Dozens of Xcel Energy workers from the region were part of what industry experts are calling the largest power restoration effort in the history of the United States.
The 36 Xcel employees left from the Amarillo Technical Center on Sept. 10 and spent more than a week in Florida helping thousands of people get power to their homes and businesses in the wake of Hurricane Irma.
Chester Brown, Xcel Energy director of design and construction for the Texas North Division, said the workers from around the Texas Panhandle, South Plains and New Mexico started to notice Irma’s destruction as they approached Tampa.
“There were limbs on both sides of the road,” Brown said.
“We were kind of surprised at the lack of broken poles for a Category 4 hurricane.”
There were about 7 million people in Florida without power when the Xcel workers arrived, which was almost immediately after Irma made landfall because the crew was on the road just before the storm worked its way through the state.
The North Texas Division employees from Xcel responded to Florida after receiving a request from the Edison Electric Institute through its network of regional groups across the country, including the Midwest Mutual Assistance Group to which the local Xcel division belongs.

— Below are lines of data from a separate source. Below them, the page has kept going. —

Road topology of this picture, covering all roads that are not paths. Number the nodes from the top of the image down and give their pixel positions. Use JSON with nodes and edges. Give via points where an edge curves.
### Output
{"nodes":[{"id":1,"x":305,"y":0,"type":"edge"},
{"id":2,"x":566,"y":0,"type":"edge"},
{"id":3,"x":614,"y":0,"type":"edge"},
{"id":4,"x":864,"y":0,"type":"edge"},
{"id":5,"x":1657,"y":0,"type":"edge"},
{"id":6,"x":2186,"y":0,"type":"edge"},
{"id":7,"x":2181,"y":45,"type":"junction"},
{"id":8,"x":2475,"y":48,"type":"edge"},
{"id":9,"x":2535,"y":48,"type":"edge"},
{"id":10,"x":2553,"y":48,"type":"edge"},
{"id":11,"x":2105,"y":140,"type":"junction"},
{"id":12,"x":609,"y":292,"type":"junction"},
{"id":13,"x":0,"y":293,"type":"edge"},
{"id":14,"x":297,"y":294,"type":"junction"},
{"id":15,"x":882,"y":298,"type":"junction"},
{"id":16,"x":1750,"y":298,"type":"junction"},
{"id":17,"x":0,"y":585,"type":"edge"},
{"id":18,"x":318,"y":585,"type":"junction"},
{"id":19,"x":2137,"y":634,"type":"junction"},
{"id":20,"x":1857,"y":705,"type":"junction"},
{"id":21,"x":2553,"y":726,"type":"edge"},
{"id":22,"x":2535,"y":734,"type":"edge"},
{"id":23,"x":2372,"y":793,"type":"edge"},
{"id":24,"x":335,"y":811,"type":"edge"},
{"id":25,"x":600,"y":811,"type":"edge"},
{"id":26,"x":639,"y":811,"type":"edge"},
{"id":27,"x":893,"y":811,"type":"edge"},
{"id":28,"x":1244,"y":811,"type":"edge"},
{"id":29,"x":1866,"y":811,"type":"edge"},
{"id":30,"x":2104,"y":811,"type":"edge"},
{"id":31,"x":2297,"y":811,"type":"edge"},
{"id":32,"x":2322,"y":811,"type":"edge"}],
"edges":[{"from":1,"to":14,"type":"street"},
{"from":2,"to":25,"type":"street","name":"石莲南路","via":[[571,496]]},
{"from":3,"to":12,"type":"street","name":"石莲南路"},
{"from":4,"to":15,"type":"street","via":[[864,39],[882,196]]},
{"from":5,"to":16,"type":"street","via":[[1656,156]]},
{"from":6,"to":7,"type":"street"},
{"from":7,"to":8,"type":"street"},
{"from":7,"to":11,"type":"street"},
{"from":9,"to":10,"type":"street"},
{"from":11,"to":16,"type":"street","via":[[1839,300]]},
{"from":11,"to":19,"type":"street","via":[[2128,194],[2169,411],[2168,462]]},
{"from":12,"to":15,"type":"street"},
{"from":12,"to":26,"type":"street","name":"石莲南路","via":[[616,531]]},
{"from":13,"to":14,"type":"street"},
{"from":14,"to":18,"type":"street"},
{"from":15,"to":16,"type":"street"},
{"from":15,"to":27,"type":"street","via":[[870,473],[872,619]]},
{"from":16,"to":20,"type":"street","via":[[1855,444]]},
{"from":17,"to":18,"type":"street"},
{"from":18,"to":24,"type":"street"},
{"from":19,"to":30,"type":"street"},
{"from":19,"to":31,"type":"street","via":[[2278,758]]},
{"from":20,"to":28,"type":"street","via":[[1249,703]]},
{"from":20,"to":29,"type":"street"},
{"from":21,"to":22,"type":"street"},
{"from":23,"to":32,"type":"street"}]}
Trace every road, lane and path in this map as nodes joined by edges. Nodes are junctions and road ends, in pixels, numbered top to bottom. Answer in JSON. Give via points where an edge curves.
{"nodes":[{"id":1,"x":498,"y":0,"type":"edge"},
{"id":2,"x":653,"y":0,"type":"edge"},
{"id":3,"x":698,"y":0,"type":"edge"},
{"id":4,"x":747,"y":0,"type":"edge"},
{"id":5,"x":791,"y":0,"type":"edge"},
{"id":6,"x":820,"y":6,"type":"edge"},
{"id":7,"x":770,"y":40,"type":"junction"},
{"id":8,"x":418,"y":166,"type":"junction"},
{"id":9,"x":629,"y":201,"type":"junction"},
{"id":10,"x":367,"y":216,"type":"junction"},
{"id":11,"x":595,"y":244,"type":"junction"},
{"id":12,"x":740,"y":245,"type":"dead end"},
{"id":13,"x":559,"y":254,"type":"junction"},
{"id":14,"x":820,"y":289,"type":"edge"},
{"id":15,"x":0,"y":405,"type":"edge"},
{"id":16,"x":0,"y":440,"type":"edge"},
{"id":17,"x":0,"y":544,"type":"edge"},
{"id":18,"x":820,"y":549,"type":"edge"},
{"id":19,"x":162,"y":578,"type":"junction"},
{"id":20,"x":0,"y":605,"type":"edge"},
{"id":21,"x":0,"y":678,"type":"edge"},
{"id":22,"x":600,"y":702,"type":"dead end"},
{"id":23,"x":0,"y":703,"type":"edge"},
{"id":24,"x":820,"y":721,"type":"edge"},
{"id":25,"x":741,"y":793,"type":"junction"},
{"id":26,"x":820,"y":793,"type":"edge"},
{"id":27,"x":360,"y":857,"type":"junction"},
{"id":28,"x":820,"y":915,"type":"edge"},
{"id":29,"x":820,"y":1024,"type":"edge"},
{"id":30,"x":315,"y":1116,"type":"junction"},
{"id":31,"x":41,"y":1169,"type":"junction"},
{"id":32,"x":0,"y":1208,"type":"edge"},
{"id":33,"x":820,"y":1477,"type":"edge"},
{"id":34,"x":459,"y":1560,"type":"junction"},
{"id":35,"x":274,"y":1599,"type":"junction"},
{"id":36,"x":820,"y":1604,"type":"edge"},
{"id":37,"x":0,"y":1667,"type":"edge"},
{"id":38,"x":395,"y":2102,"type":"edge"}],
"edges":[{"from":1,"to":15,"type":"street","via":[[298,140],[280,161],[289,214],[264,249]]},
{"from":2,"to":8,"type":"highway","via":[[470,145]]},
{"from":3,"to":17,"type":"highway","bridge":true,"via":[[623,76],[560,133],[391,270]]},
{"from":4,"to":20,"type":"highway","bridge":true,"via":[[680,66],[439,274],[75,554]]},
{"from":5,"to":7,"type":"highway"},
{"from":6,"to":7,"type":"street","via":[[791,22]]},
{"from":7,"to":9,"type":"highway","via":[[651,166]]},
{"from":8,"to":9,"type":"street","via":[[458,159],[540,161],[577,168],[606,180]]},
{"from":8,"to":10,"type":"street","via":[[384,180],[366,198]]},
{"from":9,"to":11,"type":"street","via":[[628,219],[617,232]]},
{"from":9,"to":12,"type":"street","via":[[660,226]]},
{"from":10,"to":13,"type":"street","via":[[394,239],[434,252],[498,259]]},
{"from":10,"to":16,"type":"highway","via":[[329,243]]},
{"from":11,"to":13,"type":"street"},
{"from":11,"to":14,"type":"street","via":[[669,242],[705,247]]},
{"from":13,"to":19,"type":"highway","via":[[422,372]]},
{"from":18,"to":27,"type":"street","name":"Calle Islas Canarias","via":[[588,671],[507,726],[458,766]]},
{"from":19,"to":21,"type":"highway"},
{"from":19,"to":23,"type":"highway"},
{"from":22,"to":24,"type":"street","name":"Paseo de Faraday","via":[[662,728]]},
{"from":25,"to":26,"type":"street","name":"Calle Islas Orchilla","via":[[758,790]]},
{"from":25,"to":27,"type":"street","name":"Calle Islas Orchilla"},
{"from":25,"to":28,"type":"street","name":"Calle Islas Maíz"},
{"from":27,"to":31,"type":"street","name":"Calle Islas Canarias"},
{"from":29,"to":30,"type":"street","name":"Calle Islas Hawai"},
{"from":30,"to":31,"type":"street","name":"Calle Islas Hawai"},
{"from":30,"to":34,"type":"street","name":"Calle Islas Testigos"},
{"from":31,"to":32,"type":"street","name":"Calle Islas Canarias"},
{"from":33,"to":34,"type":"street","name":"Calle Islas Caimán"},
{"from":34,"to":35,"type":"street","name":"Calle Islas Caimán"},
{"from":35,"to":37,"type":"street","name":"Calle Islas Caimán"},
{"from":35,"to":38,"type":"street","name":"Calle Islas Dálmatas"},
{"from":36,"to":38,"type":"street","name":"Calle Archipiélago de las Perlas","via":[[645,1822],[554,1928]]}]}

“The industry’s Irma response is one of the largest and most complex power restoration efforts in U.S. history,” said EEI President Tom Kuhn in a news release. “The number of workers dedicated to the Irma response grew by almost 10,000 as initial damage assessments were completed. … almost 60,000 workers from more than 250 investor-owned electric companies, public power utilities, and electric cooperatives — from across the United States and Canada — are supporting the Irma restoration efforts.”
By the time they left after more than a week there, power in the state was about 99 percent restored, said Xcel spokesman Wes Reeves.
The local Xcel workers spent time in Tampa and in Fort Myers, Fla., where they and others had to bunk in trailers provided by the Federal Emergency Management Agency.
As they made their way through the Fort Myers area, Brown said Xcel employees were not able to use their bucket trucks and instead had to climb to get their work done, trimming trees and splicing together damaged lines.
“Fortunately we sent several apprentices who are expected to climb poles,” Brown said.
With so much manual labor to be done, Brown said one of the biggest safety issues was dealing with the heat and humidity during late summer in Florida.
“We had to be conscious of that and spend no more than 30 to 40 minutes up there at a time,” he said. “Some guys would say they were seeing camera flashes and had to stop.”
Safety was a major concern not only of the Xcel employees but also of all of the power companies working in Florida.
Brown said he and the others had to attend safety briefings with the local representatives — the Tampa Electric Co. and Florida Power &Light in Fort Myers — to make sure that they had the correct personal protective equipment and adhered to the highest possible safety procedures.
But Brown said the drive down — which took three days as they traveled among the residents trying to get back to their homes — safety briefings and staying in FEMA trailers were worth it when they were able to restore power to neighborhoods.
“They were never anything but nice to us and hospitable,” Brown said. “When we would get a place up and running, people would run outside and start screaming and yelling.”